0
votes

I'm trying to make a view which holds an image loaded asynchronously from a network request. Before the image loads, I want to show a placeholder view which has a fixed size. When the image loads, I want to replace this placeholder view with the image, scaled to fit inside the frame of the placeholder view, but then I want the parent view to shrink to match the size of this image. I can't figure out how to do this last part.

Right now, it looks like this:

struct ItemCell: View {
    var body: some View {
        Group {
            CustomImageView(from: imageURL, placeholder: PlaceholderView(), config: { $0.resizable() })
                .aspectRatio(contentMode: .fit)
                .frame(minWidth: 0, maxWidth: 150, minHeight: 0, maxHeight: 190, alignment: .bottomLeading)
        }.background(Color.red) // To show that the view isn't resizing properly

    }
}

struct PlaceholderView: View {
    var body: some View {
        ZStack {
            RoundedRectangle(cornerRadius: 3, style: .continuous)
                .frame(width: 150, height: 190)
                .foregroundColor(Color(.secondarySystemBackground))
            Image(systemName: "globe")
                .resizable()
                .scaledToFit()
                .frame(width: 50)
                .foregroundColor(.secondary)
        }
    }
}

The CustomImageView is adapted from this article on loading images asynchronously. The ItemCells are placed in a horizontal ScrollView. When I test this, it:

  • correctly displays the placeholder view before the image is loaded;
  • resizes the image so it maintains its aspect ratio and fits inside the 150x190 frame, but has a weird animation where some of the images shrink and then expand back; also, some of the images seem to shrink too much;
  • does not resize the parent view to match the size of the image properly, but instead retains the full original height and some (?) extra width on some cells.

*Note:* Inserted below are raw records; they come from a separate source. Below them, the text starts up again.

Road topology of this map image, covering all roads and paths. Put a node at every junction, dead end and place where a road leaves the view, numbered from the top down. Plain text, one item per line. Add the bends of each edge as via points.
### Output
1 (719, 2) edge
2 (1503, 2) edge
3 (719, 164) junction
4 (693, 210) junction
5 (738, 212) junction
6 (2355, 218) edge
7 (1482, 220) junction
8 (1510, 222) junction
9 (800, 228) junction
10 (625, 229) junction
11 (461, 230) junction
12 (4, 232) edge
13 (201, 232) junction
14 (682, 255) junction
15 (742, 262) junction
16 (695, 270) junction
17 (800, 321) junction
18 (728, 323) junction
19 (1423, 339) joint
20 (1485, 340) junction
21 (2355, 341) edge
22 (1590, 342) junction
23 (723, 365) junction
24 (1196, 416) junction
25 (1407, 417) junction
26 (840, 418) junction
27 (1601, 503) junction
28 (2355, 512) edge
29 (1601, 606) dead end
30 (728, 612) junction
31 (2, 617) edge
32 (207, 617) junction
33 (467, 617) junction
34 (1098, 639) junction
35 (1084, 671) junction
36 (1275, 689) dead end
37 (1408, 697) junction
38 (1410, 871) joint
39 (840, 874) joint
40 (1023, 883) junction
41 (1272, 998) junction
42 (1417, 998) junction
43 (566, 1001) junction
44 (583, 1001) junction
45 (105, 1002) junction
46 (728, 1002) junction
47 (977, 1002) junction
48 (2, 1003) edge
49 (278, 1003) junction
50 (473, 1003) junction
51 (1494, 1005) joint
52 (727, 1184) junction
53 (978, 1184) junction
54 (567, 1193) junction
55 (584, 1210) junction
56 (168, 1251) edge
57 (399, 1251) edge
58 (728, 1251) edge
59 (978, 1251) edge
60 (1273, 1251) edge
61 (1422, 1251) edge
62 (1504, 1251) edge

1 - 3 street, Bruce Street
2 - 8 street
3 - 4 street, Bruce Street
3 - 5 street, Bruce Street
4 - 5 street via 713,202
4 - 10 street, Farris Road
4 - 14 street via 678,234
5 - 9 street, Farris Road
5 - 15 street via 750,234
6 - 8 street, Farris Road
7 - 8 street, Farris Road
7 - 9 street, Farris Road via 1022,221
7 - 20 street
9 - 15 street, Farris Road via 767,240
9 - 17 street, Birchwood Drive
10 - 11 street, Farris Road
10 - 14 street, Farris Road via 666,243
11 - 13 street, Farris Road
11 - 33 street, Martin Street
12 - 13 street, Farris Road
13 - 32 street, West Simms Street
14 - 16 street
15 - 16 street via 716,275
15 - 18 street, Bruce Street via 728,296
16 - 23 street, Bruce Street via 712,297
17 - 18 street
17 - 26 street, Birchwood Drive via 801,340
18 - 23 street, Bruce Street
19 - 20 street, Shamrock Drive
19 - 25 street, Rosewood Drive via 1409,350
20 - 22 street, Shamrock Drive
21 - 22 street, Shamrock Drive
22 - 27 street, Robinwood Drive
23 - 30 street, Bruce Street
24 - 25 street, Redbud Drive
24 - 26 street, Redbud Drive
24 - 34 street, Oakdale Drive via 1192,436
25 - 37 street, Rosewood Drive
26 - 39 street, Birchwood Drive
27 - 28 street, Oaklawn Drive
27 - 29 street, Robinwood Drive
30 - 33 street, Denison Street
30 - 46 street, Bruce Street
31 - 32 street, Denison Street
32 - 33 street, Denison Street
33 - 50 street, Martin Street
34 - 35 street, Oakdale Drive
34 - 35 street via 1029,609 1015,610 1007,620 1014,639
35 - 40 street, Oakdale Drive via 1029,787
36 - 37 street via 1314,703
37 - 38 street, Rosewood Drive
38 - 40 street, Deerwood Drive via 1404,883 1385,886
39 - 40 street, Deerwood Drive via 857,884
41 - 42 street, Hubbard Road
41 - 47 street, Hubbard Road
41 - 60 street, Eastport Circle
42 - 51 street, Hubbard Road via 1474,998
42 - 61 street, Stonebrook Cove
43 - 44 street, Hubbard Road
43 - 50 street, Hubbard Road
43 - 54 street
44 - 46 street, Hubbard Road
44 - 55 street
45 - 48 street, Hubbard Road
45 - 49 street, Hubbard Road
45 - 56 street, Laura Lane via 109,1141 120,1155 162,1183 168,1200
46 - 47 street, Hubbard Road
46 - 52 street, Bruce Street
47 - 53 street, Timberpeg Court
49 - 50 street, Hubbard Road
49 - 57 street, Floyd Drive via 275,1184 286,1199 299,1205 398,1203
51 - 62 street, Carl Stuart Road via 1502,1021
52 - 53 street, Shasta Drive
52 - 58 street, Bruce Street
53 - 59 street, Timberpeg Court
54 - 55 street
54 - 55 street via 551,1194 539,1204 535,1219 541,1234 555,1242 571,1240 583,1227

These two problems are shown in the gif below, with blue images and a red background. Notice the extra height on the first and third cells, and the extra width on the second. Also, note that the first image ends up smaller than when it first loads, even though it fit inside the original 150x190 frame at first.

image resizing issue

How can I fix these problems?

1
You have a content mode of .fit and a fixed cell size, so you unless all of your images are 150x190 you are going to end up with some space around the image. Try putting your CustomImageView in HStack & VStack with some Spacer()s so that there is the ability for the image view to shrink - Paulw11
I know that if the aspect ratio of the image doesn't match, it won't fully fill a 150x190 frame, but shouldn't the CustomImageView shrink to match the size of its child view? It seems to do this already, but not fully (like how the second cell in the image doesn't stay the full width of 190, but there's still a small extra amount of space on the right. And it never does this w.r.t. the height. - ceyx
No because it’s vertical dimension is being constrained by the Group. That is why you need a spacer to soak up the extra height. - Paulw11
@Paulw11 I switched out the Group for VStack { Spacer() HStack { CustomImageCell() Spacer() } } ... to no avail. This just makes the images slightly smaller so there's always extra space on the top and right. Why does the Group/VStack/etc have a fixed height? I thought that with SwiftUI, in the absence of a programmatically defined frame, the parent view adopts the size of the child view? - ceyx

1 Answers

1
votes

Figured out how to do it. There were several problems with my original code. First, the ItemCells used in the ScrollView should be modified with the .fixedSize() view modifier, like so:

ScrollView(...) {
    HStack(...) {
        ForEach(...) { ...
            ItemCell()
                .fixedSize()
        }
    }
}

Then, changing the frame of the CustomImageCell to be use idealHeight instead of maxHeight and making the Group a VStack with a Spacer() to push everything to the bottom, as @Paulw11 had suggested in comments:

struct ItemCell: View {
    var body: some View {
        VStack {
            Spacer()
            CustomImageView(from: imageURL, placeholder: PlaceholderView(), config: { $0.resizable() })
                .aspectRatio(contentMode: .fit)
                .frame(maxWidth: 150, idealHeight: 190)
        }

    }
}

These changes fix both the image resizing animation issue and the extra space issue.